From: Hongtao Liu <crazylht@gmail.com>
To: Roger Sayle <roger@nextmovesoftware.com>
Cc: gcc-patches@gcc.gnu.org, Uros Bizjak <ubizjak@gmail.com>
Subject: Re: [x86 PATCH] PR target/106060: Improved SSE vector constant materialization.
Date: Fri, 26 Jan 2024 09:34:11 +0800 [thread overview]
Message-ID: <CAMZc-bz5w+6rZvjo7pX0wnH4K9am4hGQNF+MyCKw1Gnyz+TM_g@mail.gmail.com> (raw)
In-Reply-To: <00d601da4fc1$1f631300$5e293900$@nextmovesoftware.com>
On Fri, Jan 26, 2024 at 3:03 AM Roger Sayle <roger@nextmovesoftware.com> wrote:
>
>
> Hi Hongtao,
> Many thanks for the review.
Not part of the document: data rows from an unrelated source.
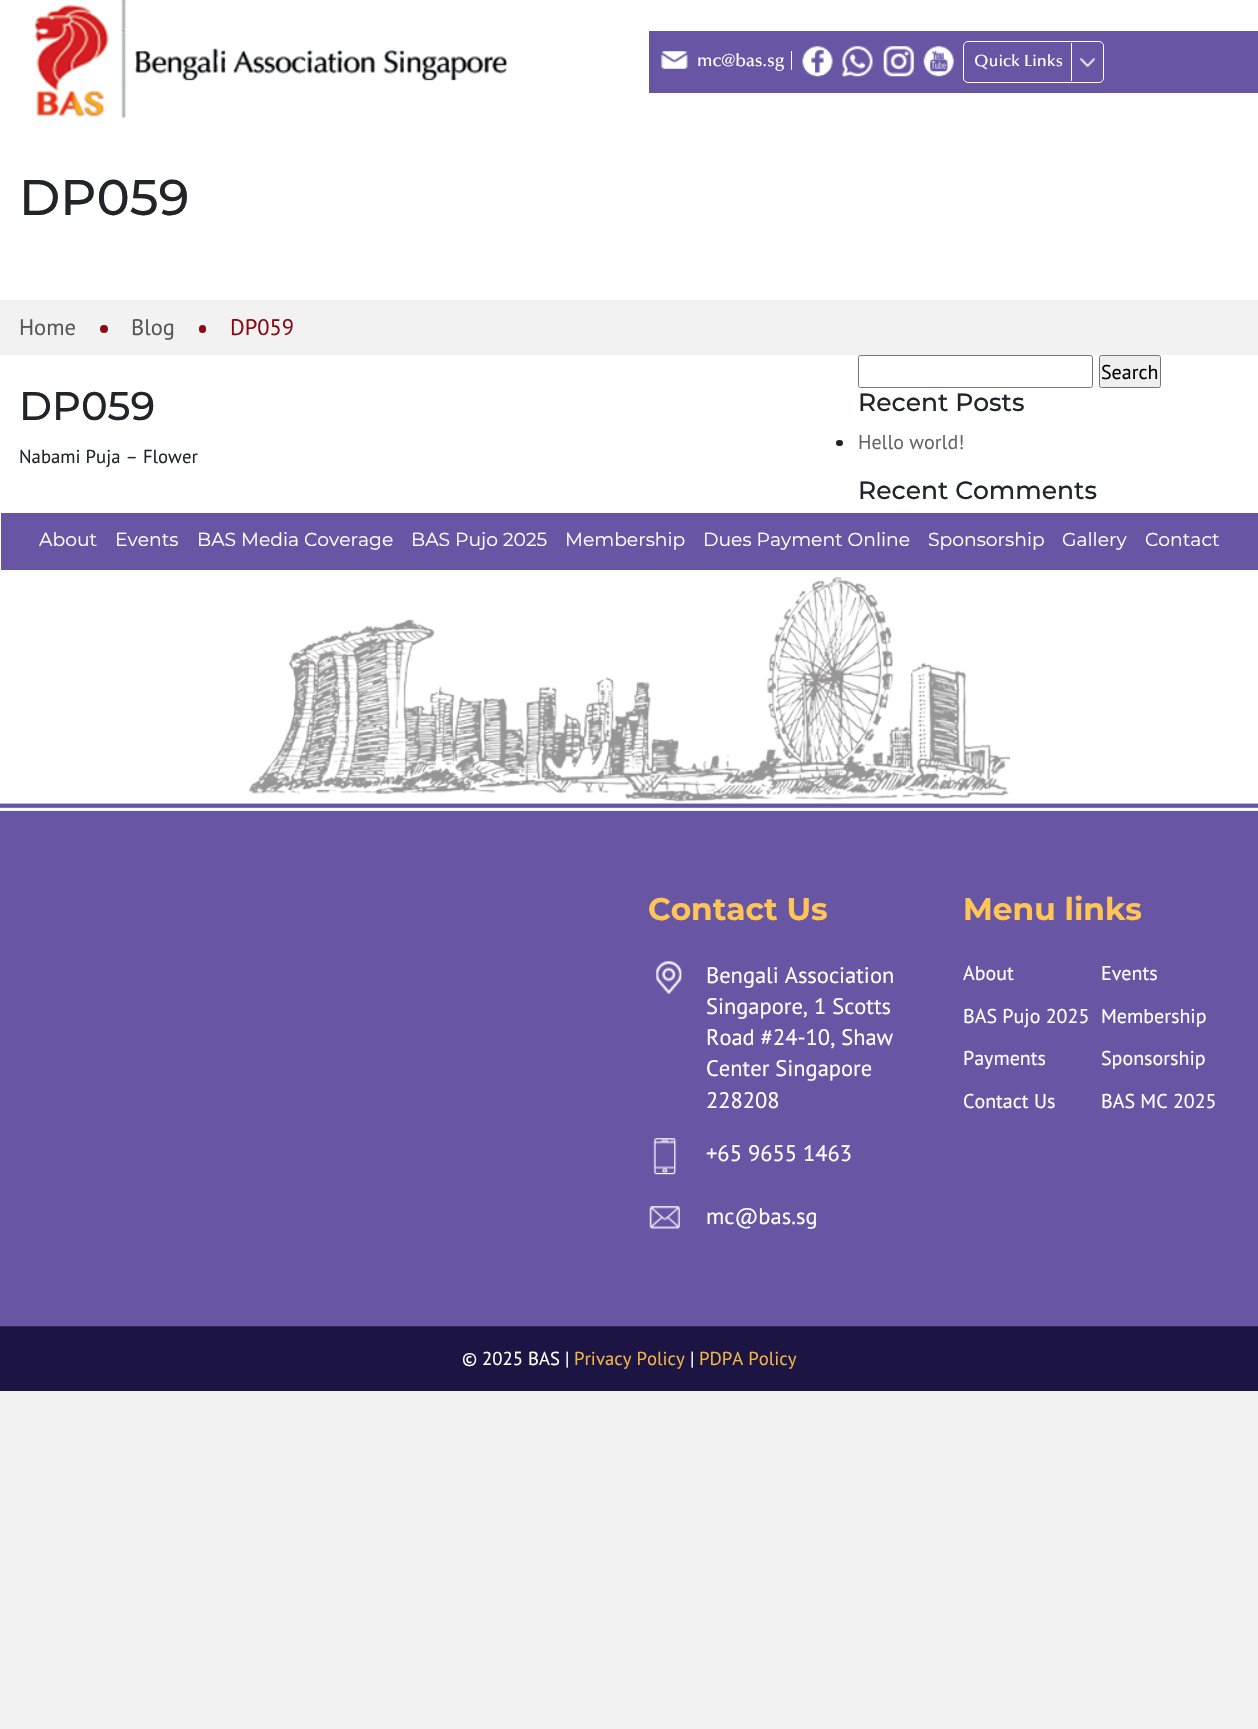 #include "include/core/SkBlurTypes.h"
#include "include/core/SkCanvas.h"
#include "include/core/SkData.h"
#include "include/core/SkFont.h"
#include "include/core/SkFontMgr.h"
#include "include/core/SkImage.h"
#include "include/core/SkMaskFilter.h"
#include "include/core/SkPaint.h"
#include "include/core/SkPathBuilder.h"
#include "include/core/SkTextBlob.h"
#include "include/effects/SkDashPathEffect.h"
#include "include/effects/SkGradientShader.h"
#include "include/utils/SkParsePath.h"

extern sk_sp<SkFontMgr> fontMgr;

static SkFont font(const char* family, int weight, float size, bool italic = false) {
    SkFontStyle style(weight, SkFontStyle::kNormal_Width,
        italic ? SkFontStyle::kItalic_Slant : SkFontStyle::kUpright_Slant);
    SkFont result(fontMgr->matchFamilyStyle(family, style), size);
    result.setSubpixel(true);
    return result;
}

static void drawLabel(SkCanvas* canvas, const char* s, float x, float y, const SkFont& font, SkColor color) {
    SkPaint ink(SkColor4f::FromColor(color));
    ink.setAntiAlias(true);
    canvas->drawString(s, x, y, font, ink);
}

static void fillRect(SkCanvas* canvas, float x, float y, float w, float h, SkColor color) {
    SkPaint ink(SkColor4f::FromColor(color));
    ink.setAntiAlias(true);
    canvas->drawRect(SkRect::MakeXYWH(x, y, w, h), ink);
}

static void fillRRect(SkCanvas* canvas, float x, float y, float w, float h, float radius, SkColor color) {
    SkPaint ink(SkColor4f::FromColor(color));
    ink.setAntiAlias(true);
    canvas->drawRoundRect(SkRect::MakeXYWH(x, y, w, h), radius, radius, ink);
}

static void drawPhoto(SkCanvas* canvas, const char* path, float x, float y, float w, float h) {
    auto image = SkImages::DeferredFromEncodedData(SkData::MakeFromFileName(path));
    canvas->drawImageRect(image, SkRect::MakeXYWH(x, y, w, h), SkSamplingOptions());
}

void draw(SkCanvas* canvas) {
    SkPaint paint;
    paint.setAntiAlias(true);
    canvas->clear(0xFFF2F2F2);
    fillRect(canvas, 0, 0, 1258, 803, 0xFFFFFFFF);
    drawPhoto(canvas, "assets/img1.png", 34, 0, 474, 119);
    fillRect(canvas, 649, 31, 609, 62, 0xFF6855A4);
    drawPhoto(canvas, "assets/img2.png", 661, 51, 27, 18);
    SkFont font1 = font("Optima", 500, 17.5f);
    drawLabel(canvas, "mc@bas.sg", 697, 66, font1, 0xFFFFFFFF);
    fillRect(canvas, 791, 51, 1, 19, 0xFFFFFFFF);
    drawPhoto(canvas, "assets/img3.png", 802, 46, 31, 31);
    drawPhoto(canvas, "assets/img4.png", 842, 46, 31, 31);
    drawPhoto(canvas, "assets/img5.png", 883, 46, 31, 31);
    drawPhoto(canvas, "assets/img6.png", 923, 46, 31, 31);
    drawPhoto(canvas, "assets/img7.png", 1080, 57, 15, 11);
    paint.setStroke(true);
    paint.setStrokeWidth(1);
    paint.setColor(0xFFFFFFFF);
    canvas->drawRoundRect(SkRect::MakeXYWH(963.5f, 41.5f, 140, 41), 4.5f, 4.5f, paint);
    SkFont font2 = font("Optima", 500, 16.25f);
    drawLabel(canvas, "Quick Links", 974, 66, font2, 0xFFFFFFFF);
    fillRect(canvas, 1071, 43, 1, 38, 0xFFFFFFFF);
    fillRect(canvas, 1, 513, 1257, 57, 0xFF6855A4);
    SkFont font3 = font("Montserrat", 400, 18.75f);
    drawLabel(canvas, "About", 39, 546, font3, 0xFFFFFFFF);
    drawLabel(canvas, "Events", 115, 546, font3, 0xFFFFFFFF);
    drawLabel(canvas, "BAS Media Coverage", 197, 546, font3, 0xFFFFFFFF);
    drawLabel(canvas, "BAS Pujo 2025", 411, 546, font3, 0xFFFFFFFF);
    drawLabel(canvas, "Membership", 565, 546, font3, 0xFFFFFFFF);
    drawLabel(canvas, "Dues Payment Online", 703, 546, font3, 0xFFFFFFFF);
    drawLabel(canvas, "Sponsorship", 928, 546, font3, 0xFFFFFFFF);
    drawLabel(canvas, "Gallery", 1062, 546, font3, 0xFFFFFFFF);
    drawLabel(canvas, "Contact", 1145, 546, font3, 0xFFFFFFFF);
    SkFont font4 = font("Montserrat", 500, 50);
    drawLabel(canvas, "DP059", 19, 215, font4, 0xFF212529);
    fillRect(canvas, 0, 300, 1258, 55, 0xFFF2F2F2);
    SkFont font5 = font("PT Sans", 400, 22.5f);
    drawLabel(canvas, "Home", 19, 335, font5, 0xFF565656);
    paint.setStroke(false);
    paint.setColor(0xFF8A0B16);
    canvas->drawCircle(104, 329, 4, paint);
    drawLabel(canvas, "Blog", 131, 335, font5, 0xFF565656);
    fillRRect(canvas, 199, 325, 7, 8, 3.5f, 0xFF8A0B16);
    drawLabel(canvas, "DP059", 230, 335, font5, 0xFF8A0B16);
    SkFont font6 = font("Montserrat", 500, 40);
    drawLabel(canvas, "DP059", 19, 420, font6, 0xFF212529);
    SkFont font7 = font("PT Sans", 400, 18.75f);
    drawLabel(canvas, "Nabami Puja – Flower", 19, 463, font7, 0xFF212529);
    paint.setStroke(true);
    paint.setColor(0xFF767676);
    canvas->drawRoundRect(SkRect::MakeXYWH(858.5f, 355.5f, 234, 32), 2, 2, paint);
    paint.setStroke(false);
    paint.setColor(0xFFEFEFEF);
    canvas->drawRoundRect(SkRect::MakeXYWH(1099.5f, 355.5f, 61, 32), 2, 2, paint);
    paint.setStroke(true);
    paint.setColor(0xFF767676);
    canvas->drawRoundRect(SkRect::MakeXYWH(1099.5f, 355.5f, 61, 32), 2, 2, paint);
    SkFont font8 = font("PT Sans", 400, 20);
    drawLabel(canvas, "Search", 1101, 379, font8, 0xFF000000);
    SkFont font9 = font("Montserrat", 500, 25);
    drawLabel(canvas, "Recent Posts", 858, 411, font9, 0xFF212529);
    fillRRect(canvas, 836, 440, 7, 6, 3, 0xFF212529);
    drawLabel(canvas, "Hello world!", 858, 449, font8, 0xFF666666);
    drawLabel(canvas, "Recent Comments", 858, 499, font9, 0xFF212529);
    fillRect(canvas, 0, 1326, 1258, 65, 0xFF1C1442);
    drawPhoto(canvas, "assets/img8.png", 0, 803, 1258, 524);
    drawPhoto(canvas, "assets/img9.png", 248, 577, 762, 225);
    SkFont font10 = font("Montserrat", 700, 31.25f);
    drawLabel(canvas, "Contact Us", 648, 920, font10, 0xFFFFC557);
    drawPhoto(canvas, "assets/img10.png", 656, 961, 26, 33);
    drawLabel(canvas, "Bengali Association", 706, 983, font5, 0xFFFFFFFF);
    drawLabel(canvas, "Singapore, 1 Scotts", 706, 1014, font5, 0xFFFFFFFF);
    drawLabel(canvas, "Road #24-10, Shaw", 706, 1045, font5, 0xFFFFFFFF);
    drawLabel(canvas, "Center Singapore", 706, 1076, font5, 0xFFFFFFFF);
    drawLabel(canvas, "228208", 706, 1108, font5, 0xFFFFFFFF);
    drawPhoto(canvas, "assets/img11.png", 653, 1138, 24, 37);
    drawLabel(canvas, "+65 9655 1463", 706, 1161, font5, 0xFFFFFFFF);
    drawPhoto(canvas, "assets/img12.png", 649, 1206, 31, 23);
    drawLabel(canvas, "mc@bas.sg", 706, 1224, font5, 0xFFFFFFFF);
    drawLabel(canvas, "Menu links", 963, 920, font10, 0xFFFFC557);
    drawLabel(canvas, "About", 963, 980, font8, 0xFFFFFFFF);
    drawLabel(canvas, "Events", 1101, 980, font8, 0xFFFFFFFF);
    drawLabel(canvas, "BAS Pujo 2025", 963, 1023, font8, 0xFFFFFFFF);
    drawLabel(canvas, "Membership", 1101, 1023, font8, 0xFFFFFFFF);
    drawLabel(canvas, "Payments", 963, 1065, font8, 0xFFFFFFFF);
    drawLabel(canvas, "Sponsorship", 1101, 1065, font8, 0xFFFFFFFF);
    drawLabel(canvas, "Contact Us", 963, 1108, font8, 0xFFFFFFFF);
    drawLabel(canvas, "BAS MC 2025", 1101, 1108, font8, 0xFFFFFFFF);
    drawLabel(canvas, "© 2025 BAS |", 462, 1365, font7, 0xFFFFFFFF);
    drawLabel(canvas, "Privacy Policy", 574, 1365, font7, 0xFFF0B646);
    drawLabel(canvas, "|", 690, 1365, font7, 0xFFFFFFFF);
    drawLabel(canvas, "PDPA Policy", 699, 1365, font7, 0xFFF0B646);
}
Here's a revised version of my patch
> that addresses (most of) the issues you've raised. Firstly the
> handling of zero and all_ones in this function is mostly for
> completeness/documentation, these standard_sse_constant_p
> values are (currently/normally) handled elsewhere. But I have
> added an "n_var == 0" optimization to ix86_expand_vector_init.
>
> As you've suggested I've added explicit TARGET_SSE2 tests where
> required, and for consistency I've also added support for AVX512's
> V16SImode.
>
> As you've predicted, the eventual goal is to move this after combine
> (or reload) using define_insn_and_split, but that requires a significant
> restructuring that should be done in steps. This also interacts with
> a similar planned reorganization of TImode constant handling. If
> all 128-bit (vector) constants are acceptable before combine, then
> STV has the freedom to chose V1TImode (and this broadcast
> functionality) to implement TImode operations on immediate
> constants.
>
> This patch has been tested on x86_64-pc-linux-gnu with make bootstrap
> and make -k check, both with and without --target_board=unix{-m32}
> with no new failures. Ok for mainline (in stage 1)?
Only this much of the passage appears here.